VanFossen's Lorelle on WordPress blog is an authority on the Internet for blogging dos and don'ts. One of the no-nos is using content from other sites without getting permission.

"I make my living from my writing, and when people take it because they are ignorant of copyright laws--or think that because it's on the Internet, it's free--it makes me really mad."
--Lorelle VanFossen,
blogger

VanFossen has several ways of checking to see if other sites have scraped her posts. She puts full links in her posts to other articles of hers so that when one of her stories is posted on another Web site, it will link back to her story, and she can see the Trackback. Trackback is a "linkback" method Web publishers use to identify who is linking to or referring to their articles.
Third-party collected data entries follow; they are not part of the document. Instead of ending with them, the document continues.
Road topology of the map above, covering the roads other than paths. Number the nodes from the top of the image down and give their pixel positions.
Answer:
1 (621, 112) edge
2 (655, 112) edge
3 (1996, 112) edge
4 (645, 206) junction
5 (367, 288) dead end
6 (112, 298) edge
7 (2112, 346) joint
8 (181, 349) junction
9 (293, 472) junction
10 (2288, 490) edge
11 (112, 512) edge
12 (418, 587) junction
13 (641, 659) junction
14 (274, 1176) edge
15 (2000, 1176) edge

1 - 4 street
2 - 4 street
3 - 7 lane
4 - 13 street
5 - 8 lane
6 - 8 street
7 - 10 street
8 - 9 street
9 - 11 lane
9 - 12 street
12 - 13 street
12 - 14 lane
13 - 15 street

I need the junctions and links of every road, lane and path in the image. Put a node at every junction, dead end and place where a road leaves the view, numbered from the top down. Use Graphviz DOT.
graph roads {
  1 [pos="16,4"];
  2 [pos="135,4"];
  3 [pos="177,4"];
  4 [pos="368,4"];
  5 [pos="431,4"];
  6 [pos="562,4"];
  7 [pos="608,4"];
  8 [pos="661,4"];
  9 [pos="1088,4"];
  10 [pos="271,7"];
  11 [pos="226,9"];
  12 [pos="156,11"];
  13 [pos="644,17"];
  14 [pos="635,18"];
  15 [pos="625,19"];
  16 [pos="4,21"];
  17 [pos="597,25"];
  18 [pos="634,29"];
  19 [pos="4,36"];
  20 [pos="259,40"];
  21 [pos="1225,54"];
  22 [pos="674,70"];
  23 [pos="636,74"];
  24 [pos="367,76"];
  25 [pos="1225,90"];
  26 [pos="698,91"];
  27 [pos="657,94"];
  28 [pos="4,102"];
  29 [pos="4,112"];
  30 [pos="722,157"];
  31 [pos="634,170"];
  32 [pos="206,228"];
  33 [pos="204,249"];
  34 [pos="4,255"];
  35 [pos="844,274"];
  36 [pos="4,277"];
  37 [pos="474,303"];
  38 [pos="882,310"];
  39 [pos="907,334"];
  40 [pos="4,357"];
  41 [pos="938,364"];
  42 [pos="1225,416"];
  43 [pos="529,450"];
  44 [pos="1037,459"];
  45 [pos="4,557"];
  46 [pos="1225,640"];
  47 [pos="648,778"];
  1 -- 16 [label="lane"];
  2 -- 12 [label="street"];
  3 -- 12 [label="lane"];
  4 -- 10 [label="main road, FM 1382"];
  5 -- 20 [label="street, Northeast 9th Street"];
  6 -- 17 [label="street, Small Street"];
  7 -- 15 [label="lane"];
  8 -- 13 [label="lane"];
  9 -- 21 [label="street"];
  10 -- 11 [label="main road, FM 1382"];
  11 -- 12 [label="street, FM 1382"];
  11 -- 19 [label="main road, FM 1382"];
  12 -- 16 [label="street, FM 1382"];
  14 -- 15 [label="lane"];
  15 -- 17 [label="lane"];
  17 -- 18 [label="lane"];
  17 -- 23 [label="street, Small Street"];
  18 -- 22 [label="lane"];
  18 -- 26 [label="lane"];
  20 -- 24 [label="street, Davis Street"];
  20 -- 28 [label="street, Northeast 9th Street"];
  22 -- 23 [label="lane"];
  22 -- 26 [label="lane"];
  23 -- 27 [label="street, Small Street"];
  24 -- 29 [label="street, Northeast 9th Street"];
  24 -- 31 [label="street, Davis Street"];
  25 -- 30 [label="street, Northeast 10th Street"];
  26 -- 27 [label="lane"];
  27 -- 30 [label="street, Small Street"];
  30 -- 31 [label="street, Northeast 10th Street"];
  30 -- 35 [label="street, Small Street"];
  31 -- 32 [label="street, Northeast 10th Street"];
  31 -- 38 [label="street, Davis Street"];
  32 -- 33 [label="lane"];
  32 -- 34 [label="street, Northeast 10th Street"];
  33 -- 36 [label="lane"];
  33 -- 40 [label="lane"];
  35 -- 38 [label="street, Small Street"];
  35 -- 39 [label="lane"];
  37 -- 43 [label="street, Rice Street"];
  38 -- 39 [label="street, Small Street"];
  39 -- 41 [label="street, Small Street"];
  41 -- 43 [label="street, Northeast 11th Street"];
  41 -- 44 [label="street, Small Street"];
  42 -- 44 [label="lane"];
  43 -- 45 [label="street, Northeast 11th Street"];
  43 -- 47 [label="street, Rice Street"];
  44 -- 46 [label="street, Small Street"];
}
She has set up Google Alerts with her byline so that she will get notifications any time Google comes across a news site or blog with a reference to her. She also does a keyword search for her name on Google search, Google Blog Search and Technorati. In addition, she uses a WordPress plug-in that allows her to insert a digital fingerprint, a series of unrelated words, into her posts that she can search on in case her byline is stripped.

Invariably, VanFossen comes across her posts on other sites.

If she hasn't had a previous problem with a site, she will send the site publisher an e-mail asking them to not use her content without her permission. If she doesn't get a response, or she has had problems with the site in the past, she sends a "cease and desist" letter that informs the owners that they are violating her copyright and warns them she will take legal action under the Digital Millennium Copyright Act, or DMCA, unless they remove her content.

VanFossen also contacts the company that hosts the Web site, as well as advertisers on that site and search engines, providing the necessary evidence via mail or fax, as required. "The DMCA puts the onus on advertisers, Web hosts and search engines to remove copyright violations," she said. "I have a form letter I use."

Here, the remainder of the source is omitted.